Hi,
You already received an answer on Biostars: https://www.biostars.org/p/9473246/#9473248
The different annotation databases do not overlap perfectly. Each [database] includes transcripts and genes based on different rules. There are actually many previous questions on this topic, and even publications. It is not strictly an issue with the TCGAbiolinks package.

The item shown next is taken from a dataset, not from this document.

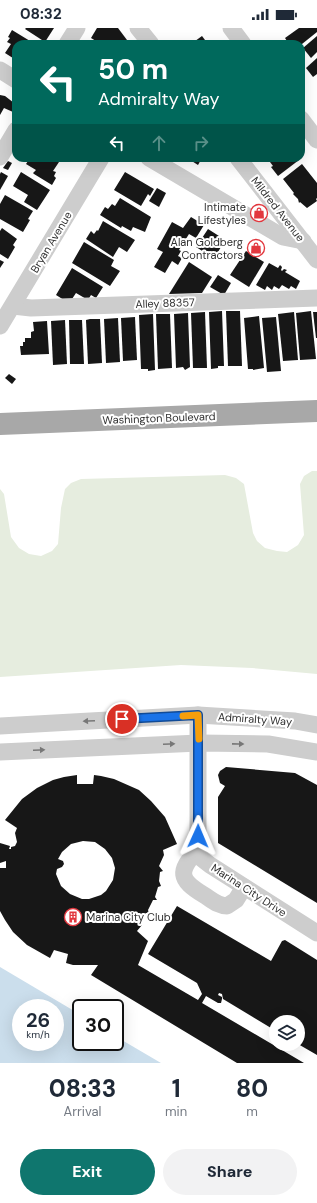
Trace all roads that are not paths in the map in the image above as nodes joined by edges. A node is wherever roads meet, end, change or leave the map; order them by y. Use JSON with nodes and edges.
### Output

Let's see if we can find out more about the two circled, i.e., ENSG00000281904 and ENSG00000281920:
genes <- c('ENSG00000281904','ENSG00000281920')
1, via org.Hs.eg.db
require(org.Hs.eg.db)
mapIds(
org.Hs.eg.db,
keys = genes,
column = 'SYMBOL',
keytype = 'ENSEMBL')
Error in .testForValidKeys(x, keys, keytype, fks) :
None of the keys entered are valid keys for 'ENSEMBL'. Please use the keys method to see a listing of valid arguments.
Not there.
2, via biomaRt
require(biomaRt)
ensembl <- useMart('ensembl', dataset = 'hsapiens_gene_ensembl')
annot <- getBM(
attributes = c(
'hgnc_symbol',
'external_gene_name',
'ensembl_gene_id',
'entrezgene_id',
'gene_biotype'),
filters = 'ensembl_gene_id',
values = genes,
mart = ensembl)
annot <- merge(
x = as.data.frame(genes),
y = annot,
by.y = 'ensembl_gene_id',
all.x = T,
by.x = 'genes')
annot
genes hgnc_symbol external_gene_name entrezgene_id gene_biotype
1 ENSG00000281904 NA NA NA lncRNA
2 ENSG00000281920 NA NA NA lncRNA
Nothing there either, but at least that we can see that these are long non-coding RNAs.
Kevin
Thank you Kevin, So do you mean that I can neglect them for my analysis? Actually, when I used the "gencode.gene.info.v22.csv" file from TCGA, it has assigned some name to them (highlighted part in the first picture attached).
But on the other hand, my friend get the exact name of the genes one year ago by "gencode.gene.info.v22.csv", but they are not the same, I mean they have aliases. for example;
RP11-418H16.1 = AC007389.5
CH17-132F21.5= AC233263.6
So I'm wondering how can I get the same gene names such as "AC007389.5" instead of "RP11-418H16.1" as I mentioned above. ?